╭─ Entries shown
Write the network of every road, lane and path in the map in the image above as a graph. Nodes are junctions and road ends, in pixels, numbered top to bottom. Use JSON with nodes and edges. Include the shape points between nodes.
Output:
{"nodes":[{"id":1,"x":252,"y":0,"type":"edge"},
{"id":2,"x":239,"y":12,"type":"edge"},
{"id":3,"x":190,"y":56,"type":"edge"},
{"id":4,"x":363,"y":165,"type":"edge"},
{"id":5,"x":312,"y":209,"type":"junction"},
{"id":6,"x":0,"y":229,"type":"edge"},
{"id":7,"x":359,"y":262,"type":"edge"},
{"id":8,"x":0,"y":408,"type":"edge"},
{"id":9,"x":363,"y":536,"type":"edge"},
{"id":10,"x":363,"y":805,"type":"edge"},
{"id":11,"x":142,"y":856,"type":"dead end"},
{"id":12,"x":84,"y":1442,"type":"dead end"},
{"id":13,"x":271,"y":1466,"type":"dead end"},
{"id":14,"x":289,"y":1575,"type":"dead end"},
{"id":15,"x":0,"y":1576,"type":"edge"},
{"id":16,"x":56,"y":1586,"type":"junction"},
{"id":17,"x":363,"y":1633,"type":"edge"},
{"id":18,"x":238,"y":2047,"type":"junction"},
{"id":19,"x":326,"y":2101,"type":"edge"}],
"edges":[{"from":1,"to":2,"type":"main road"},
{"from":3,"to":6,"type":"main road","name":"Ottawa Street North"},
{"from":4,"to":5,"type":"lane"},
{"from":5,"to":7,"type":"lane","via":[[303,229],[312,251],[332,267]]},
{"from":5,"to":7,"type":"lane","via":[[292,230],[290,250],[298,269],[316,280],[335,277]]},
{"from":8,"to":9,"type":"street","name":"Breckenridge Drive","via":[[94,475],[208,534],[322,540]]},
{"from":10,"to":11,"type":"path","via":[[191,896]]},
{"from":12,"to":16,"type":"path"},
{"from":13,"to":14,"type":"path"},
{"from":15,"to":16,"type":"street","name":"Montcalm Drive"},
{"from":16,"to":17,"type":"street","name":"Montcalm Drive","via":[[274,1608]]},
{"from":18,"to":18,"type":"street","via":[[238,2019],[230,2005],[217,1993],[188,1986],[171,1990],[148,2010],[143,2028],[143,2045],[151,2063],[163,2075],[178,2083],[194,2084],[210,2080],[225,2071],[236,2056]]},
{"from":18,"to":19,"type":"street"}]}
╰─
#### [Assignment]
The answer should reproduce all of the data without any alteration.

#### [Answer area]
Write the network of every road, lane and path in the map in the image above as a graph. Nodes are junctions and road ends, in pixels, numbered top to bottom. Use JSON with nodes and edges. Include the shape points between nodes.
Output:
{"nodes":[{"id":1,"x":252,"y":0,"type":"edge"},
{"id":2,"x":239,"y":12,"type":"edge"},
{"id":3,"x":190,"y":56,"type":"edge"},
{"id":4,"x":363,"y":165,"type":"edge"},
{"id":5,"x":312,"y":209,"type":"junction"},
{"id":6,"x":0,"y":229,"type":"edge"},
{"id":7,"x":359,"y":262,"type":"edge"},
{"id":8,"x":0,"y":408,"type":"edge"},
{"id":9,"x":363,"y":536,"type":"edge"},
{"id":10,"x":363,"y":805,"type":"edge"},
{"id":11,"x":142,"y":856,"type":"dead end"},
{"id":12,"x":84,"y":1442,"type":"dead end"},
{"id":13,"x":271,"y":1466,"type":"dead end"},
{"id":14,"x":289,"y":1575,"type":"dead end"},
{"id":15,"x":0,"y":1576,"type":"edge"},
{"id":16,"x":56,"y":1586,"type":"junction"},
{"id":17,"x":363,"y":1633,"type":"edge"},
{"id":18,"x":238,"y":2047,"type":"junction"},
{"id":19,"x":326,"y":2101,"type":"edge"}],
"edges":[{"from":1,"to":2,"type":"main road"},
{"from":3,"to":6,"type":"main road","name":"Ottawa Street North"},
{"from":4,"to":5,"type":"lane"},
{"from":5,"to":7,"type":"lane","via":[[303,229],[312,251],[332,267]]},
{"from":5,"to":7,"type":"lane","via":[[292,230],[290,250],[298,269],[316,280],[335,277]]},
{"from":8,"to":9,"type":"street","name":"Breckenridge Drive","via":[[94,475],[208,534],[322,540]]},
{"from":10,"to":11,"type":"path","via":[[191,896]]},
{"from":12,"to":16,"type":"path"},
{"from":13,"to":14,"type":"path"},
{"from":15,"to":16,"type":"street","name":"Montcalm Drive"},
{"from":16,"to":17,"type":"street","name":"Montcalm Drive","via":[[274,1608]]},
{"from":18,"to":18,"type":"street","via":[[238,2019],[230,2005],[217,1993],[188,1986],[171,1990],[148,2010],[143,2028],[143,2045],[151,2063],[163,2075],[178,2083],[194,2084],[210,2080],[225,2071],[236,2056]]},
{"from":18,"to":19,"type":"street"}]}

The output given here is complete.